Elfman, who was the lead vocalist and played rhythm guitar for the band Oingo Boingo at the time, composed the music for the film in just around 30 days (via the book "Tim Burton's The Nightmare Before Christmas Visual Companion" by Tim Bossert, which celebrates the film's anniversary). Elfman spoke in the book about how, despite the fact that Burton created the character, Jack Skellington was echoing his own feelings about where he was in his life, making it easy for him to compose Jack's songs.

'I was really writing about me and my band'

Elfman spoke about being a part of what is now a holiday classic, and how it sort of mirrored what he was going through. In his own words:

"Even though it's completely Tim's story — and I have nothing to do with the story — I interpreted the character totally through my own life. [Jack Skellington's story] was so my story. I was a guy who was in a rock band. That was my world. I was the king of that world, [but] I wanted out. I really wanted out, but I didn't know how to get out. I felt I needed to evolve; I'd done it. I felt trapped. Everybody was depending on me. I want to stress this because it was my story, but I never told Tim about this."

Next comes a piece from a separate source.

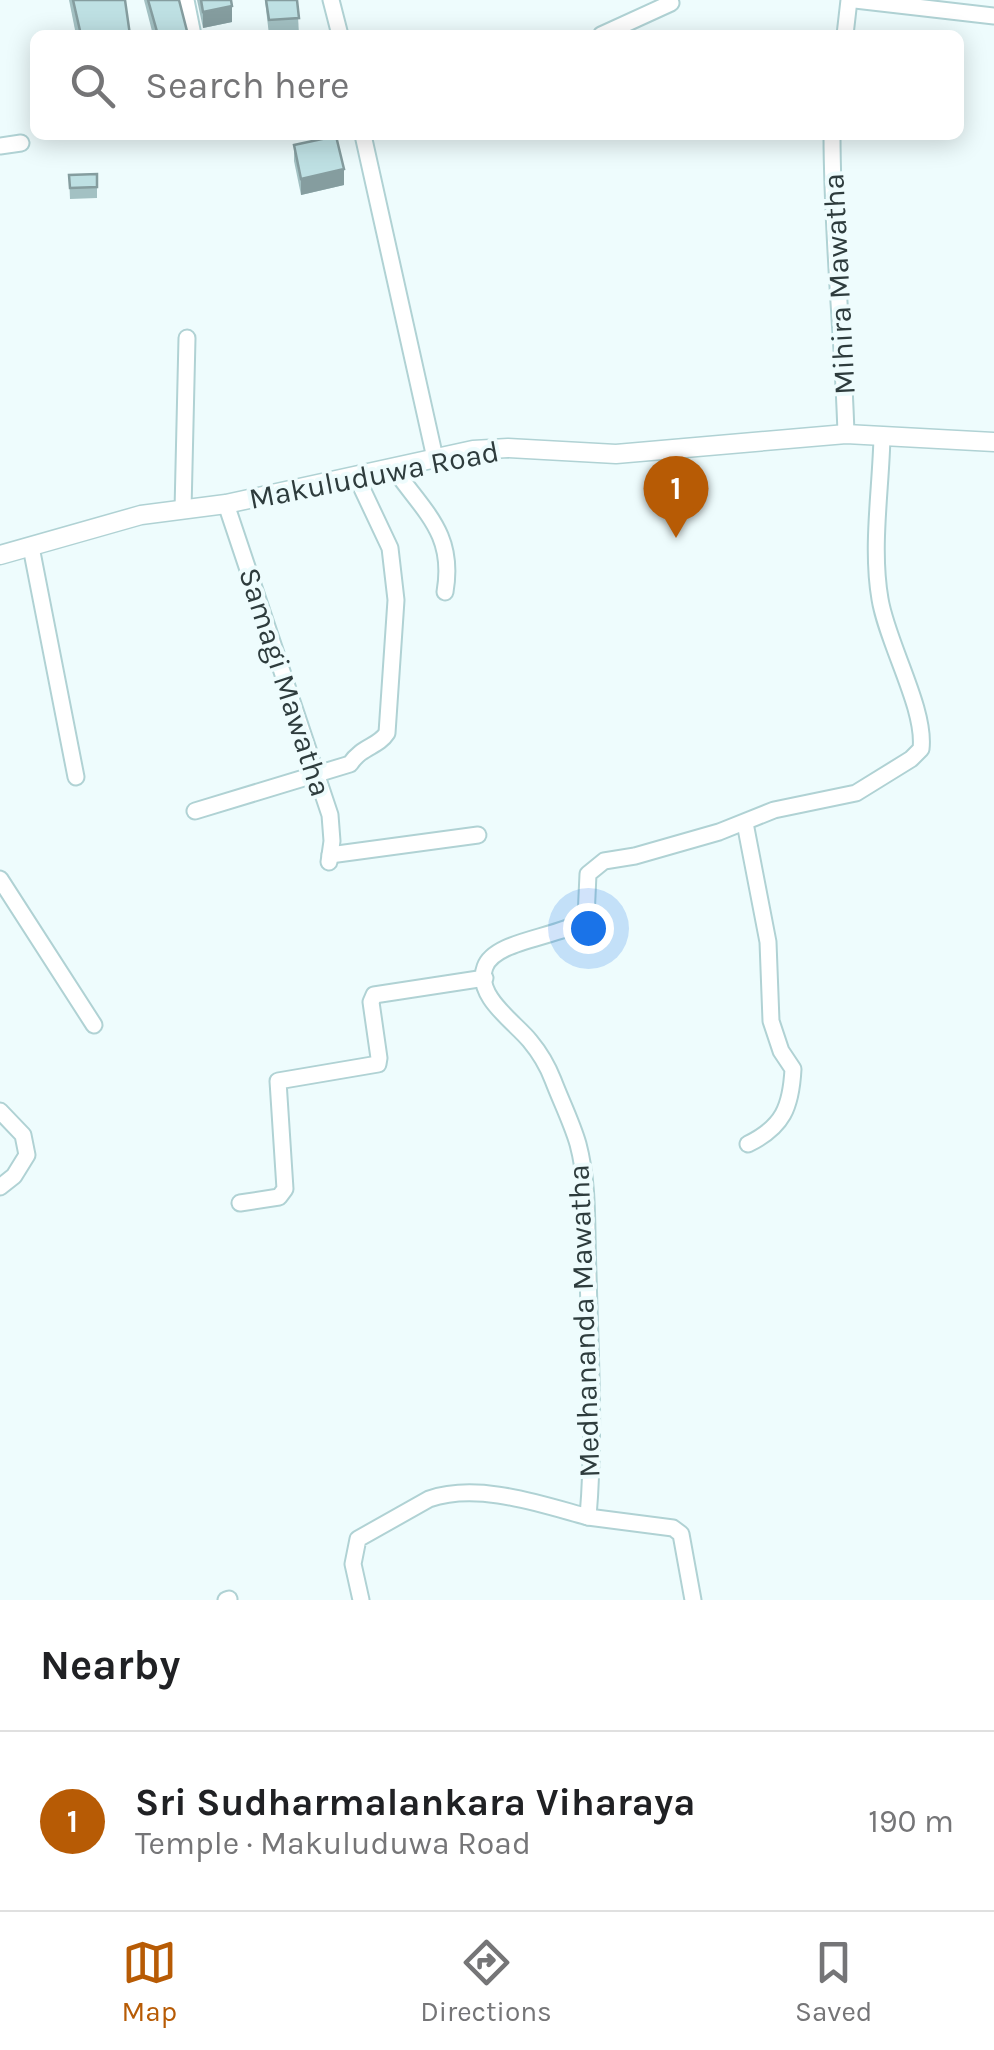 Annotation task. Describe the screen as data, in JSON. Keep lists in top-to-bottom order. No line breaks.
{"streets":{"street":["Mihira Mawatha","Makuluduwa Road","Samagi Mawatha","Medhananda Mawatha"]},"crossings":[["Mihira Mawatha","Makuluduwa Road"],["Makuluduwa Road","Samagi Mawatha"]],"page":{"search":"Search here","pins":"1","heading":"Nearby","list":[{"mark":"1","name":"Sri Sudharmalankara Viharaya","note":"Temple · Makuluduwa Road","value":"190 m"}],"nav":["Map","Directions","Saved"]}}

He added that he "interpreted it strictly through my own perspective because when he told me the story, it's like, I'm thinking, 'Oh, do I get it.' So, when I was writing about Jack and Christmas Town and Halloween Town, I was really writing about me and my band — and my need to find another form of expression that I was desperate for." It seemed to have worked because the film came out in 1993, and in 1995, Elfman left Oingo Boingo after a farewell tour.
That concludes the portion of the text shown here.